The largest number of calories I have ever consumed in one day was 11,310. The fewest is 0. And you know what? Both days sucked. But, I had very different motivations on both of those days. The former was the result of a room full of college men discussing some “cool ideas” a little too late at night. The latter was an attempt to grow in my relationship with God. But how does that work exactly?
The Bible doesn’t discuss fasting much. At one point, when Jesus brings it up (Matthew 6:16-18), he says to his disciples,“When you fast, put oil on your head and wash your face…” When you fast? Not if you fast, but when you fast? Is Jesus assuming that anyone who follows him is going to fast? Does this mean that Jesus expects us to fast? I think so. But that begs the question, what’s the point? I like food! Food is good. Why do I have to starve myself?
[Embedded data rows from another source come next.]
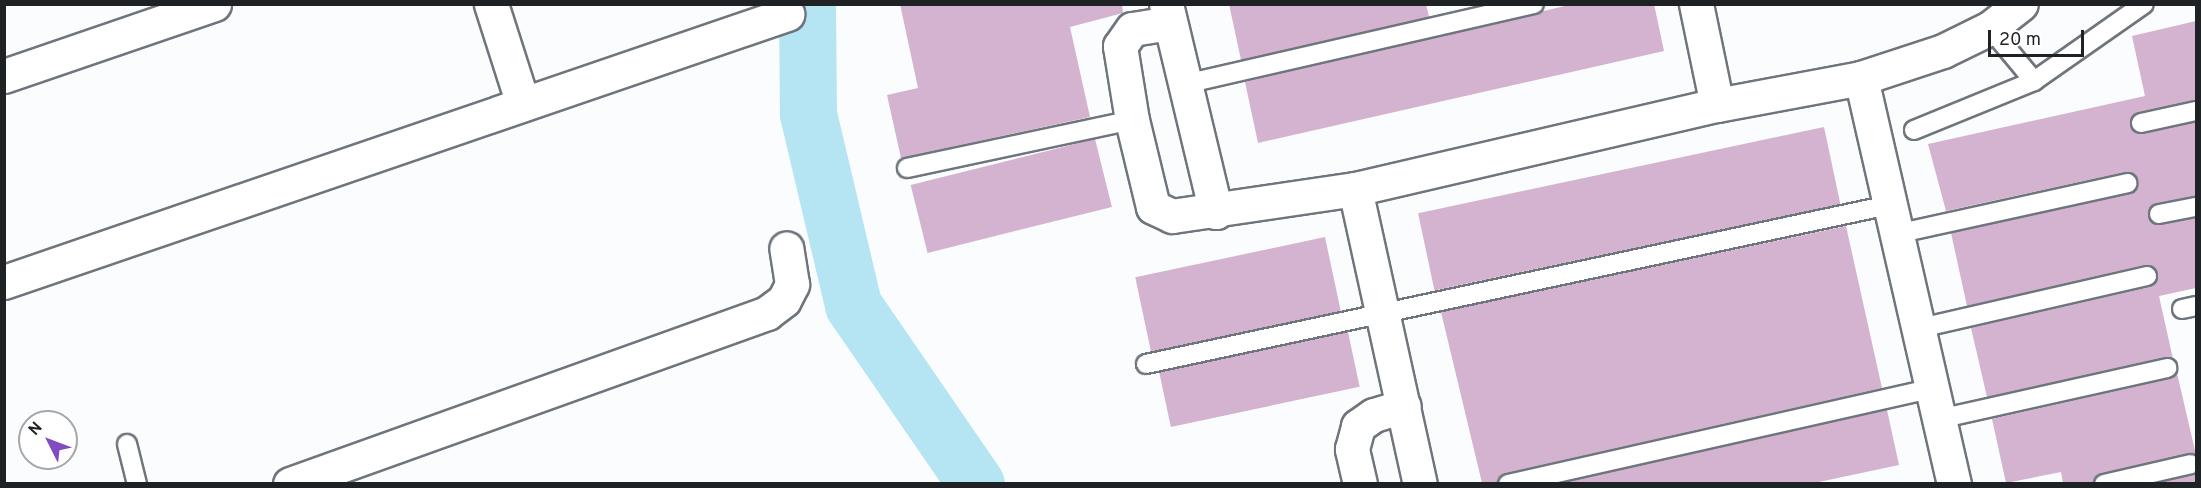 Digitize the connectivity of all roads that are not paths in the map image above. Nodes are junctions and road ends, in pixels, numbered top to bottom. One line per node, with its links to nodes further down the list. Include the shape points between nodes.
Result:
1 (214, 4): 10 (street)
2 (491, 4): 14 (street)
3 (1534, 4): 13 (lane)
4 (1696, 4): 15 (street)
5 (2021, 4): 9 (street)
6 (2144, 4): 12 (lane)
7 (787, 14): 14 (street)
8 (1168, 14): 13 (street); 17 (street, via 1132,29 1122,39)
9 (1990, 28): 11 (street, via 1943,51); 12 (lane)
10 (4, 76)
11 (1861, 78): 15 (street); 26 (street)
12 (2034, 81): 19 (lane)
13 (1185, 84): 24 (street)
14 (523, 104): 29 (street)
15 (1717, 105): 22 (street)
16 (2196, 111): 18 (lane)
17 (1132, 120): 20 (lane); 24 (street, via 1153,207 1172,216)
18 (2141, 123)
19 (1914, 130)
20 (907, 168)
21 (2127, 183): 26 (lane)
22 (1355, 189): 24 (street); 30 (street)
23 (2196, 207): 25 (lane)
24 (1216, 212)
25 (2160, 214)
26 (1893, 220): 30 (lane); 31 (street)
27 (786, 248): 39 (street, via 792,284 784,300 767,313)
28 (2147, 276): 31 (lane)
29 (4, 282)
30 (1383, 314): 32 (lane); 35 (street)
31 (1916, 329): 34 (street)
32 (1146, 364)
33 (2167, 368): 34 (lane)
34 (1935, 404): 42 (lane); 43 (street)
35 (1404, 406): 40 (street, via 1374,415 1358,426 1352,449); 41 (street)
36 (127, 444): 38 (lane)
37 (2191, 464): 44 (lane)
38 (137, 483)
39 (290, 483)
40 (1360, 483)
41 (1420, 483)
42 (1508, 483)
43 (1954, 483)
44 (2104, 483) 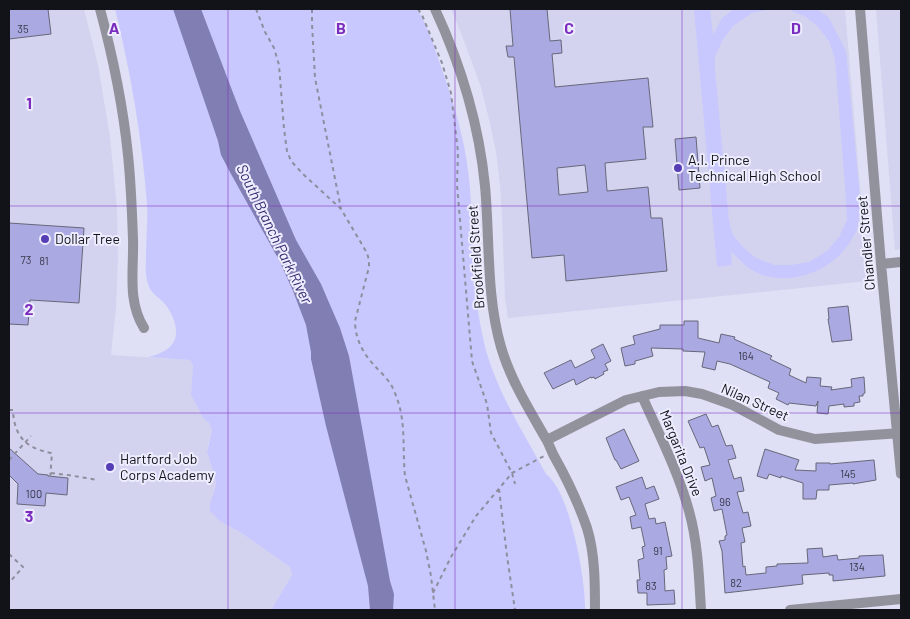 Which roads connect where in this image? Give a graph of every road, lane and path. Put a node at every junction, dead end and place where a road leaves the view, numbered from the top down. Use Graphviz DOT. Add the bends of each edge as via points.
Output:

Consider this: it is actually possible for good things to hinder our relationship with God. Mark Driscoll describes idols as good things which become God things. So when something, food for example, takes first place in your heart (above God), it becomes an idol. Fasting is one way we can intentionally seek to put God back onto the throne of our heart. Fasting is a way of declaring to our stubborn flesh that food does not own us, God does. In fact, I think fasting can be from more than just food. I believe we can fast from anything that seeks to supplant God from the throne of our hearts.
So when should we fast? And how should we fast? Well, like most things in the Christian life, it depends. But let me suggest the following quote from Dietrich Bonhoeffer’s The Cost of Discipleship:
As soon as a Christian recognizes…..that all his joy in God has vanished and that his capacity for prayer has quite gone, it is high time for him to launch an assault upon the flesh, and prepare for better service by fasting and prayer.” What I think Bonhoeffer is saying here is that fasting is a way we can respond to those dry times in our lives that all Christians seem to inevitably experience – a way for us to remind our flesh that God is greater than we are and is what truly sustains us.
When I was younger, I learned to use fasting as a way to prepare for big decisions, or because of its physical/health benefits. I think these (and others) can be legitimate purposes for fasting, but I also think that the purpose of fasting can be as simple as (again from Bonhoeffer) “only so the flesh can learn the painful lesson that it has no rights of its own.” That is a lesson that I am often –scratch that – always in need of learning.
How about you? What are your beliefs and experiences concerning the purpose of fasting?